## THE PROBLEM
Look through the data below, and copy each line that carries the word "بلوار".

START SUPPLIED DATA

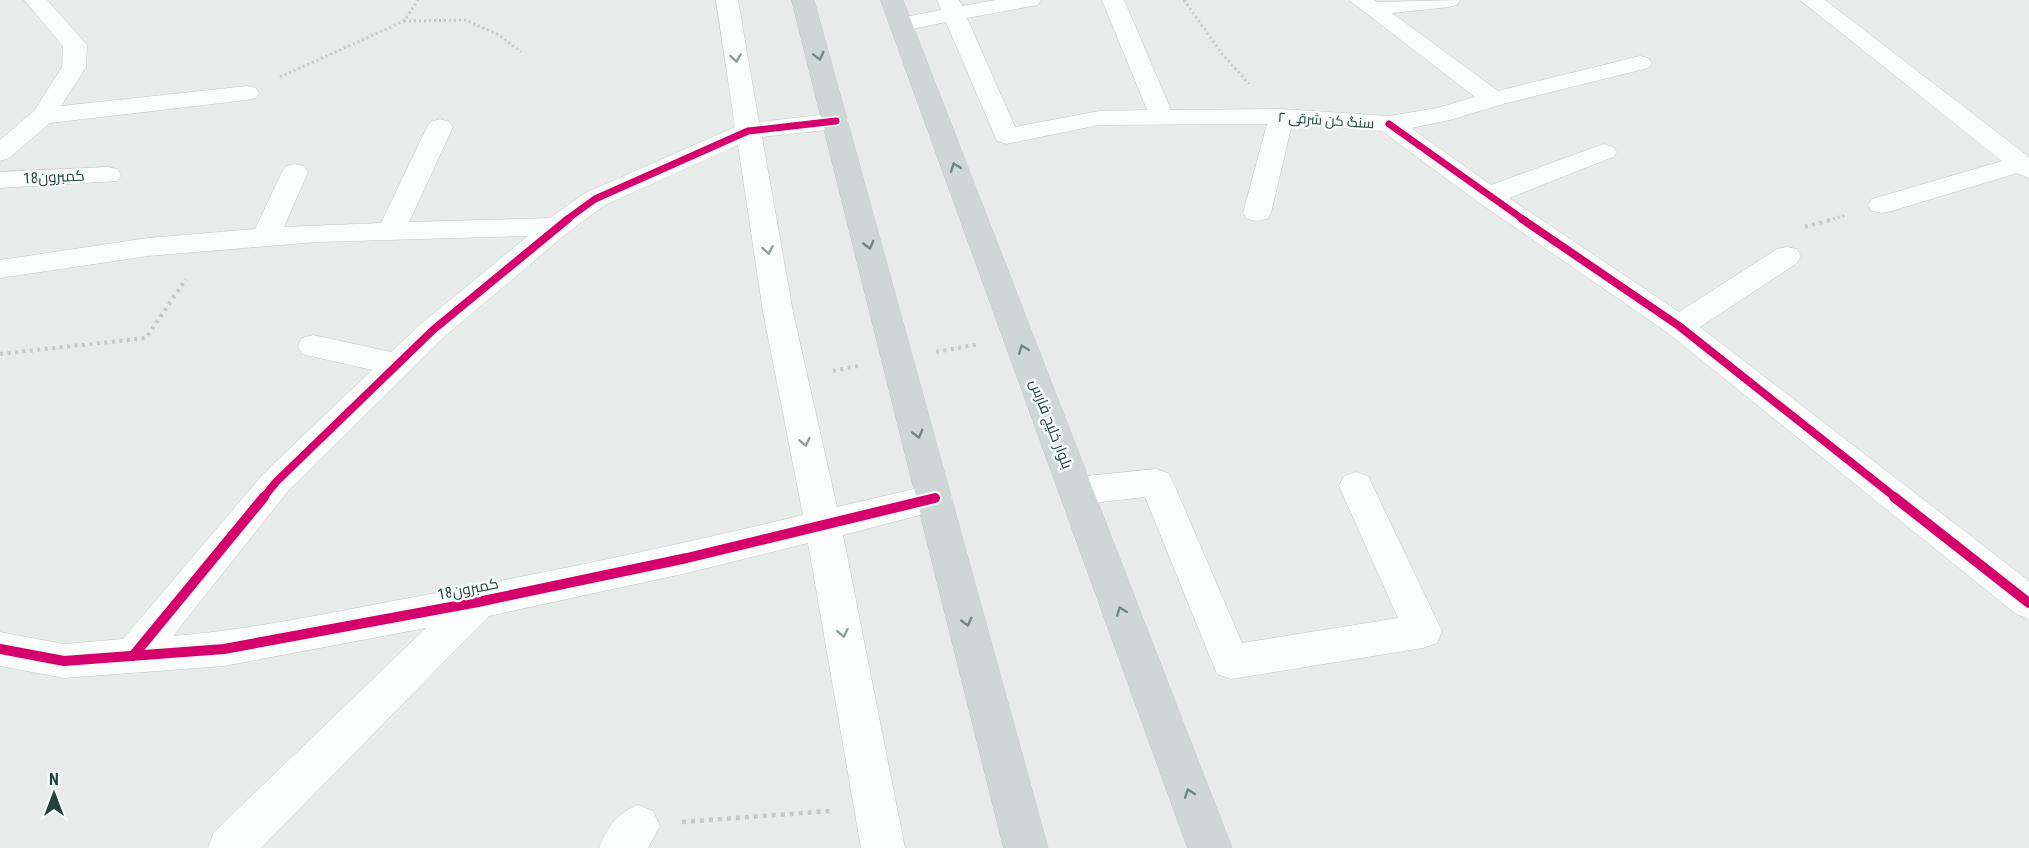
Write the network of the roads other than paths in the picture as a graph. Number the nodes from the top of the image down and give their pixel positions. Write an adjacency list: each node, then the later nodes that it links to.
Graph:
1 (35, 0): 14 (street)
2 (727, 0): 20 (street, one-way to 20)
3 (803, 0): 17 (main road, one-way to 17)
4 (1030, 0): 9 (street)
5 (1113, 0): 16 (street)
6 (1449, 0): 8 (street)
7 (1811, 0): 23 (street)
8 (1367, 5): 13 (street)
9 (950, 8): 10 (street); 16 (street, سنگ کن شرقی ۲)
10 (897, 12): 39 (main road, بلوار خلیج فارس, one-way to 10)
11 (1640, 63): 13 (street, سنگ کن شرقی ۲)
12 (247, 93): 14 (street)
13 (1494, 99): 18 (street, سنگ کن شرقی ۲)
14 (43, 116): 22 (street)
15 (1281, 116): 16 (street, سنگ کن شرقی ۲); 18 (street, سنگ کن شرقی ۲); 29 (street)
16 (1162, 117)
17 (836, 121): 20 (street); 40 (main road, one-way to 40)
18 (1389, 124): 27 (street)
19 (440, 127): 31 (street)
20 (748, 131): 30 (street); 41 (street, one-way to 41)
21 (1604, 152): 27 (street)
22 (0, 153)
23 (2025, 167): 28 (street)
24 (295, 171): 32 (street)
25 (108, 175): 26 (street, کمبرون18)
26 (0, 180)
27 (1488, 196): 35 (street)
28 (1882, 205)
29 (1257, 213)
30 (557, 227): 31 (street); 37 (street)
31 (390, 231): 32 (street)
32 (265, 237): 34 (street)
33 (1787, 256): 35 (street)
34 (0, 269)
35 (1679, 326): 43 (street)
36 (313, 345): 37 (street)
37 (397, 364): 45 (street)
38 (1356, 486): 39 (street)
39 (1076, 491): 49 (main road, بلوار خلیج فارس, one-way to 39)
40 (935, 498): 41 (street, کمبرون18); 48 (main road, one-way to 48)
41 (823, 525): 42 (street, کمبرون18); 47 (street, one-way to 47)
42 (478, 602): 45 (street, کمبرون18); 46 (street)
43 (2029, 603)
44 (0, 649): 45 (street, کمبرون18)
45 (133, 656)
46 (230, 848)
47 (883, 848)
48 (1026, 848)
49 (1210, 848)

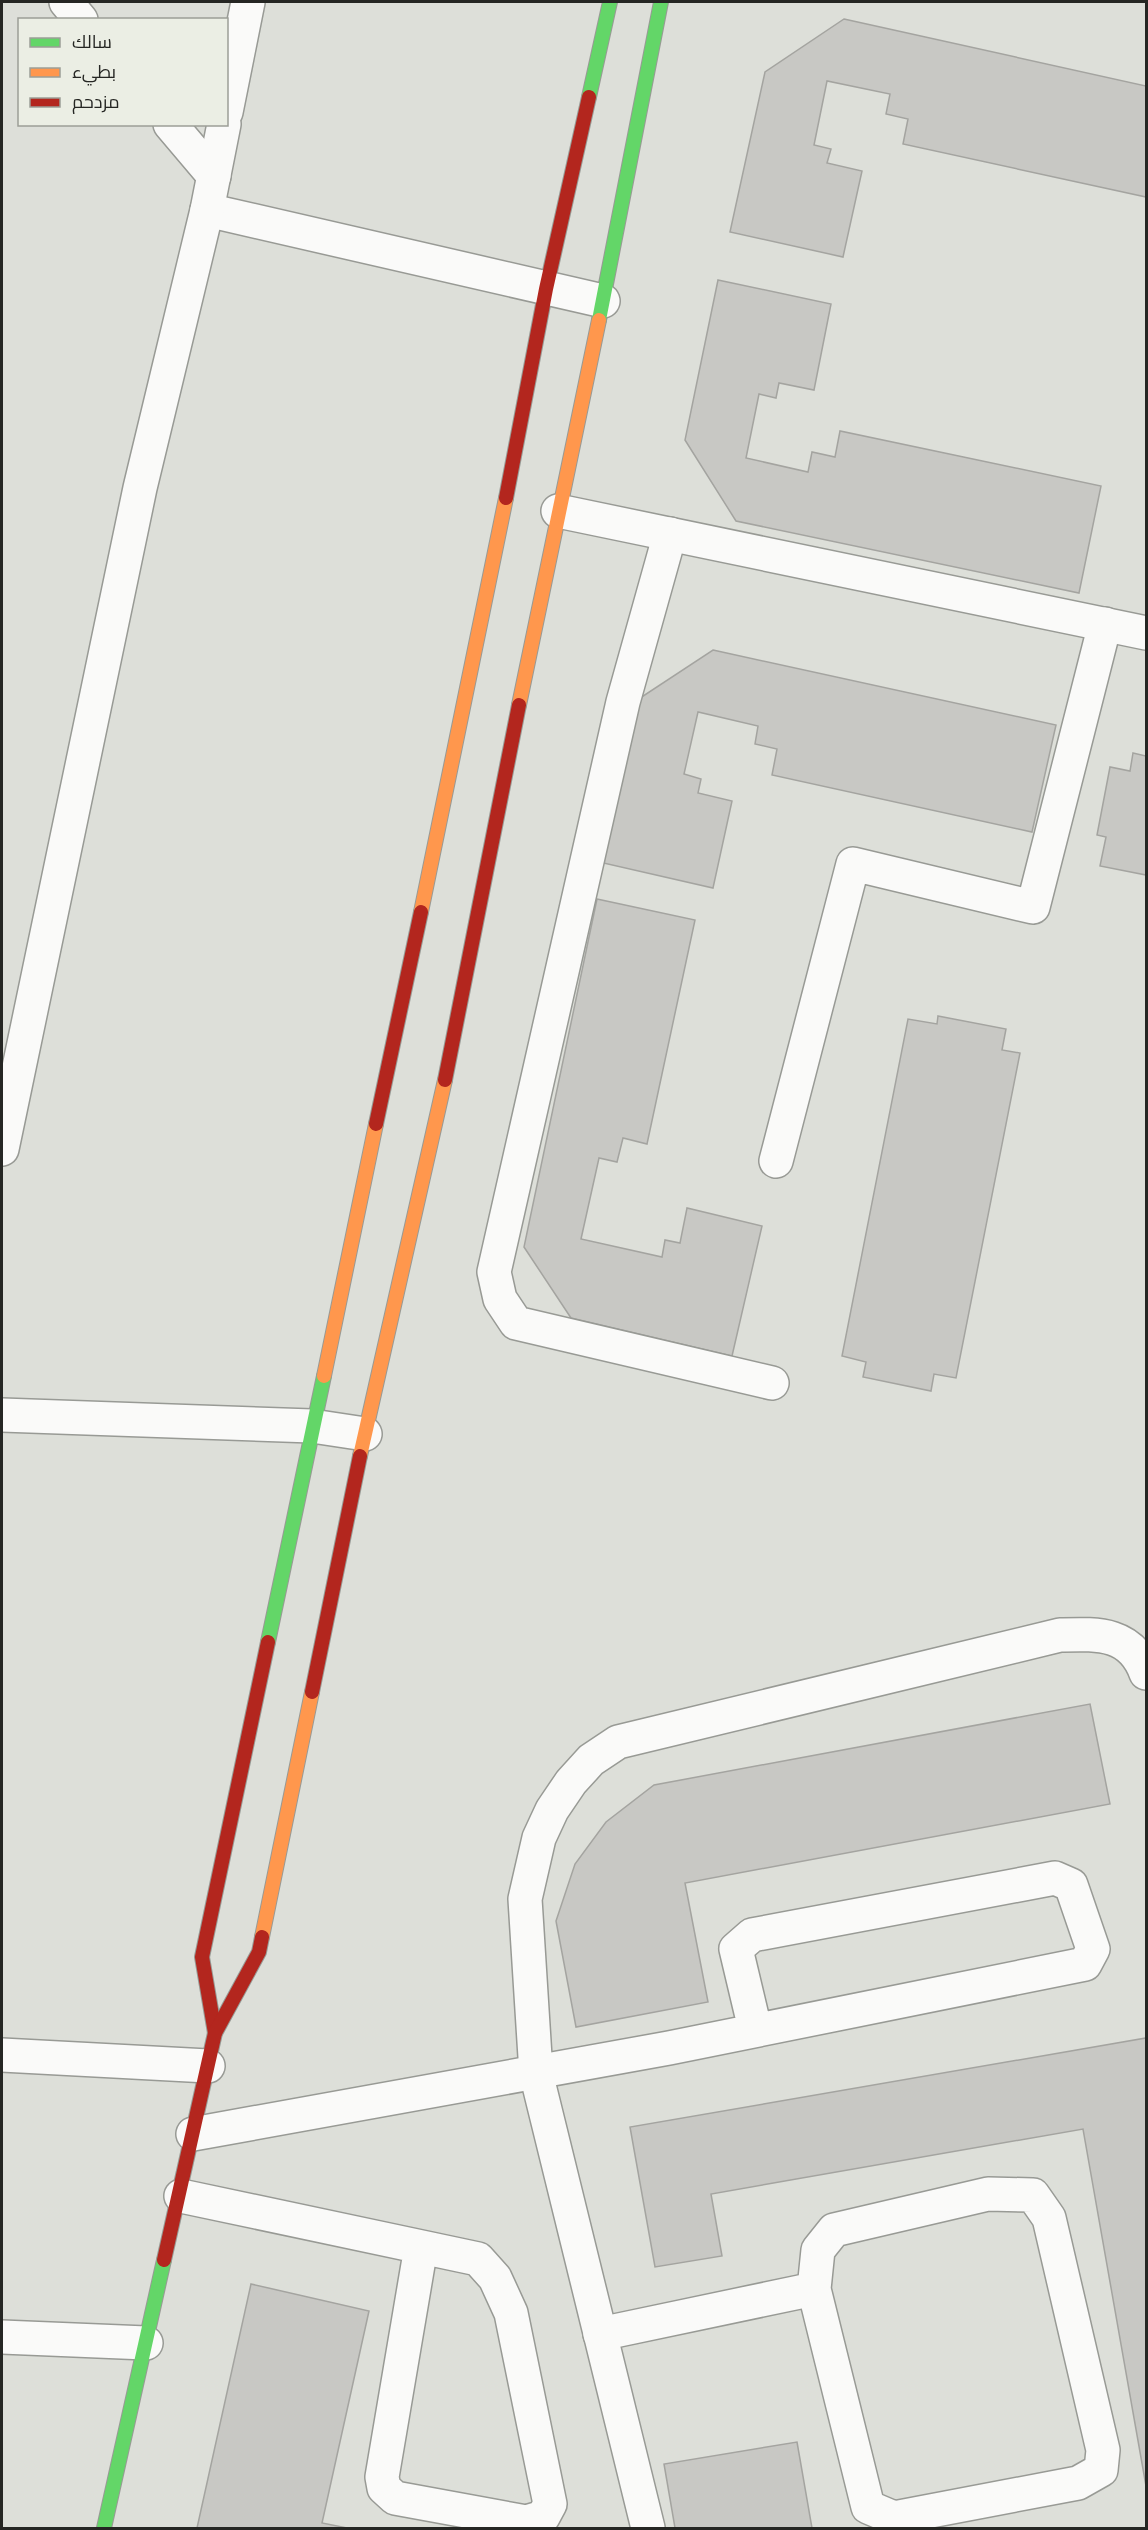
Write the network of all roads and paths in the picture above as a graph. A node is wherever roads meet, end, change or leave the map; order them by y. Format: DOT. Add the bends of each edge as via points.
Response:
graph roads {
  1 [pos="66,2"];
  2 [pos="248,2"];
  3 [pos="609,2"];
  4 [pos="661,2"];
  5 [pos="79,18"];
  6 [pos="228,102"];
  7 [pos="172,126"];
  8 [pos="224,126"];
  9 [pos="214,176"];
  10 [pos="207,210"];
  11 [pos="546,289"];
  12 [pos="603,301"];
  13 [pos="558,511"];
  14 [pos="670,534"];
  15 [pos="1105,624"];
  16 [pos="1146,633"];
  17 [pos="4,1128"];
  18 [pos="776,1161"];
  19 [pos="772,1383"];
  20 [pos="2,1416"];
  21 [pos="312,1426"];
  22 [pos="366,1434"];
  23 [pos="1146,1673"];
  24 [pos="755,2029"];
  25 [pos="215,2032"];
  26 [pos="2,2055"];
  27 [pos="208,2066"];
  28 [pos="536,2073"];
  29 [pos="193,2134"];
  30 [pos="181,2196"];
  31 [pos="421,2247"];
  32 [pos="814,2289"];
  33 [pos="600,2334"];
  34 [pos="2,2337"];
  35 [pos="146,2343"];
  36 [pos="104,2529"];
  37 [pos="648,2529"];
  1 -- 5 [label="street"];
  2 -- 6 [label="street"];
  3 -- 11 [label="main road"];
  4 -- 12 [label="main road"];
  7 -- 9 [label="street"];
  8 -- 9 [label="street"];
  9 -- 10 [label="street"];
  10 -- 11 [label="street"];
  10 -- 17 [label="street" via="140,488"];
  11 -- 12 [label="street"];
  11 -- 21 [label="main road" via="488,617"];
  12 -- 13 [label="main road"];
  13 -- 14 [label="street"];
  13 -- 22 [label="main road" via="529,627 466,984"];
  14 -- 15 [label="street"];
  14 -- 19 [label="street" via="623,702 494,1272 500,1299 516,1323"];
  15 -- 16 [label="street"];
  15 -- 18 [label="street" via="1033,907 853,864"];
  20 -- 21 [label="street"];
  21 -- 22 [label="street"];
  21 -- 25 [label="main road" via="202,1957"];
  22 -- 25 [label="main road" via="259,1952"];
  23 -- 28 [label="street" via="1141,1659 1125,1643 1097,1634 1060,1635 618,1742 591,1760 571,1782 552,1810 531,1866 525,1899"];
  24 -- 24 [label="street" via="1085,1964 1093,1949 1071,1885 1055,1878 752,1935 736,1949"];
  24 -- 28 [label="street"];
  25 -- 27 [label="main road"];
  26 -- 27 [label="street"];
  27 -- 29 [label="main road"];
  28 -- 29 [label="street"];
  28 -- 33 [label="street"];
  29 -- 30 [label="main road"];
  30 -- 31 [label="street"];
  30 -- 35 [label="main road"];
  31 -- 31 [label="street" via="382,2476 384,2488 395,2498 526,2522 543,2517 550,2504 511,2313 495,2278 478,2259"];
  32 -- 32 [label="street" via="818,2250 834,2230 988,2194 1033,2195 1049,2218 1103,2450 1101,2470 1078,2483 894,2518 868,2507"];
  32 -- 33 [label="street"];
  33 -- 37 [label="street"];
  34 -- 35 [label="street"];
  35 -- 36 [label="main road"];
}
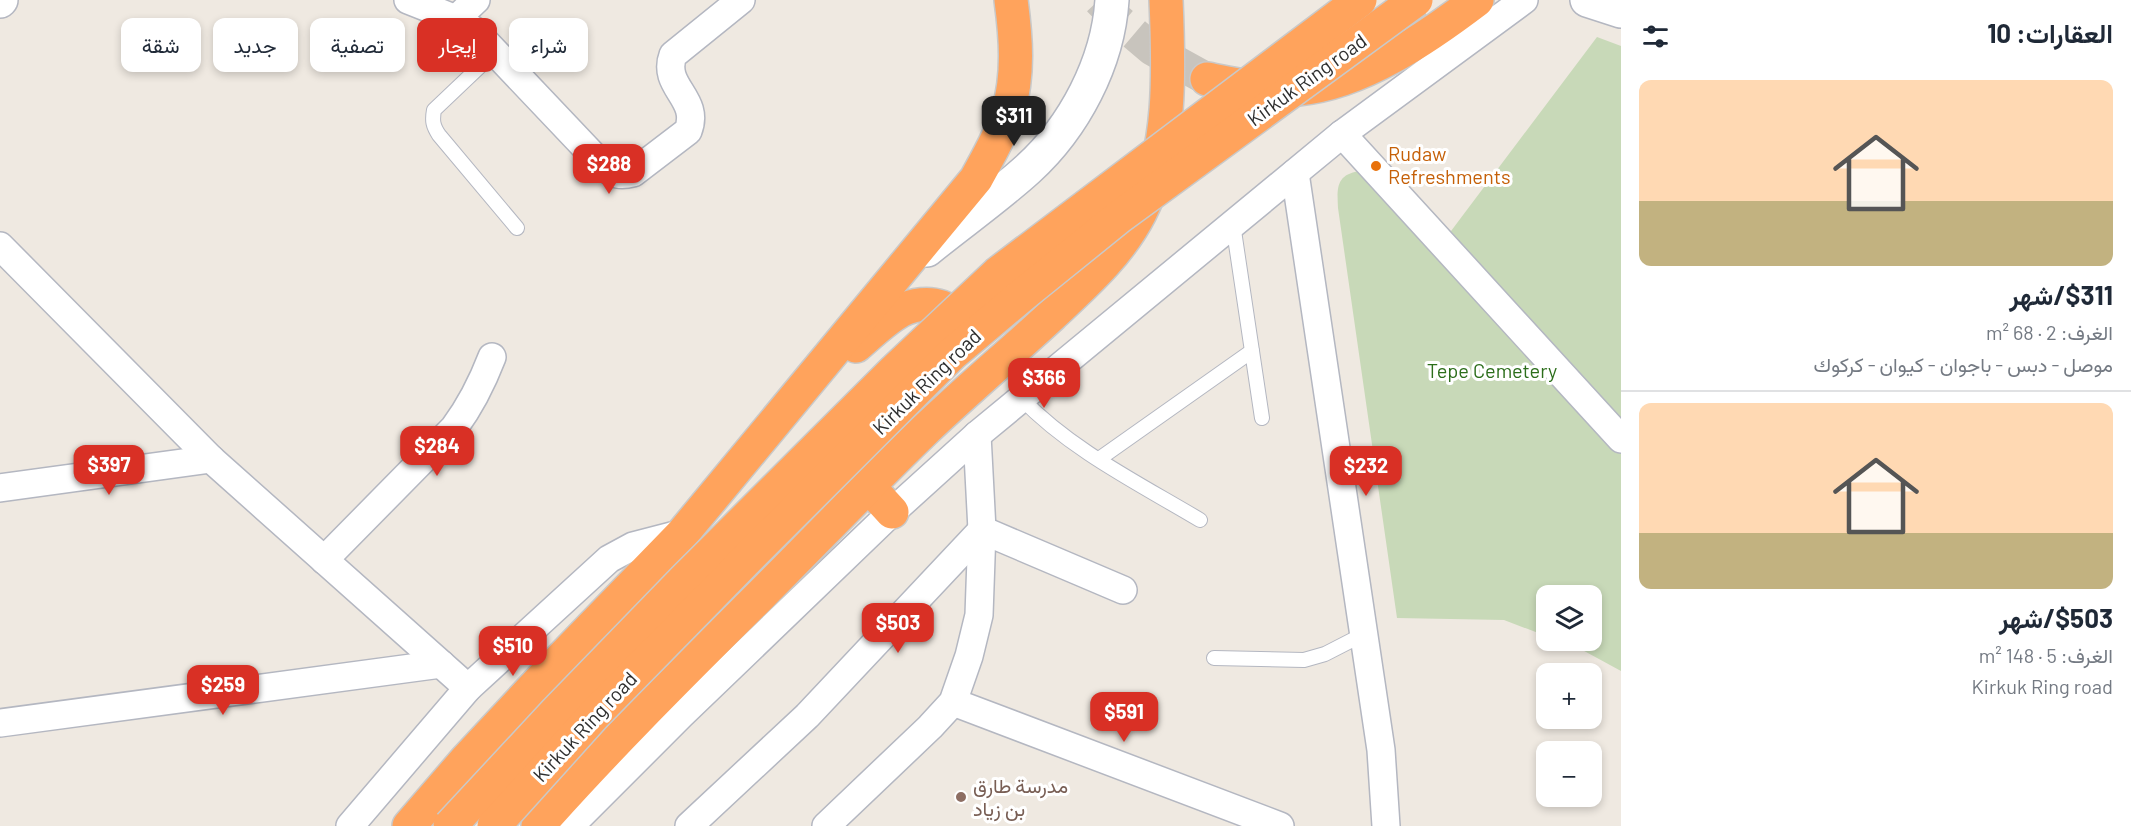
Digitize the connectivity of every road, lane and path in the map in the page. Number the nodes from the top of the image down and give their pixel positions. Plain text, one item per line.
1 (408, 0) edge
2 (476, 0) edge
3 (741, 0) edge
4 (1011, 0) edge
5 (1112, 0) edge
6 (1166, 0) edge
7 (1360, 0) edge
8 (1416, 0) edge
9 (1477, 0) edge
10 (1524, 0) edge
11 (1587, 0) edge
12 (1621, 11) edge
13 (453, 18) edge
14 (457, 18) edge
15 (497, 56) edge
16 (474, 72) edge
17 (1208, 79) tunnel mouth
18 (1342, 134) junction
19 (1295, 173) junction
20 (1233, 224) junction
21 (517, 228) dead end
22 (0, 246) edge
23 (899, 272) junction
24 (1252, 351) junction
25 (492, 357) dead end
26 (1022, 398) junction
27 (785, 410) junction
28 (1262, 418) dead end
29 (925, 430) junction
30 (976, 435) junction
31 (1621, 439) edge
32 (211, 459) junction
33 (1099, 459) junction
34 (869, 487) junction
35 (0, 488) edge
36 (892, 512) junction
37 (1200, 520) dead end
38 (982, 530) junction
39 (683, 533) junction
40 (324, 560) junction
41 (1123, 590) dead end
42 (1364, 634) junction
43 (1214, 658) dead end
44 (441, 664) junction
45 (468, 688) junction
46 (953, 702) junction
47 (0, 723) edge
48 (575, 824) edge
49 (350, 826) edge
50 (409, 826) edge
51 (450, 826) edge
52 (494, 826) edge
53 (538, 826) edge
54 (689, 826) edge
55 (826, 826) edge
56 (1280, 826) edge
57 (1386, 826) edge

1 - 13 street
2 - 14 street
3 - 15 street
4 - 23 highway
5 - 23 main road
6 - 29 highway
7 - 51 highway, Kirkuk Ring road, bridge
8 - 52 highway, Kirkuk Ring road, bridge
9 - 17 highway
10 - 18 street
11 - 12 main road
16 - 21 lane
18 - 19 street
18 - 31 street
19 - 20 street
19 - 42 street
20 - 24 lane
20 - 26 street
22 - 32 street
23 - 27 highway
24 - 28 lane
24 - 33 lane
25 - 40 street
26 - 30 street
26 - 33 lane
27 - 29 highway
27 - 39 highway
29 - 34 highway
30 - 36 street
30 - 38 street
32 - 35 street
32 - 40 street
33 - 37 lane
34 - 36 highway
34 - 53 highway
36 - 48 street
38 - 41 street
38 - 46 street
38 - 54 street
39 - 45 street
39 - 50 highway
40 - 44 street
42 - 43 lane
42 - 57 street
44 - 45 street
44 - 47 street
45 - 49 street
46 - 55 street
46 - 56 street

END SUPPLIED DATA

## WRITTEN RESPONSE
10 (897, 12): 39 (main road, بلوار خلیج فارس, one-way to 10)
39 (1076, 491): 49 (main road, بلوار خلیج فارس, one-way to 39)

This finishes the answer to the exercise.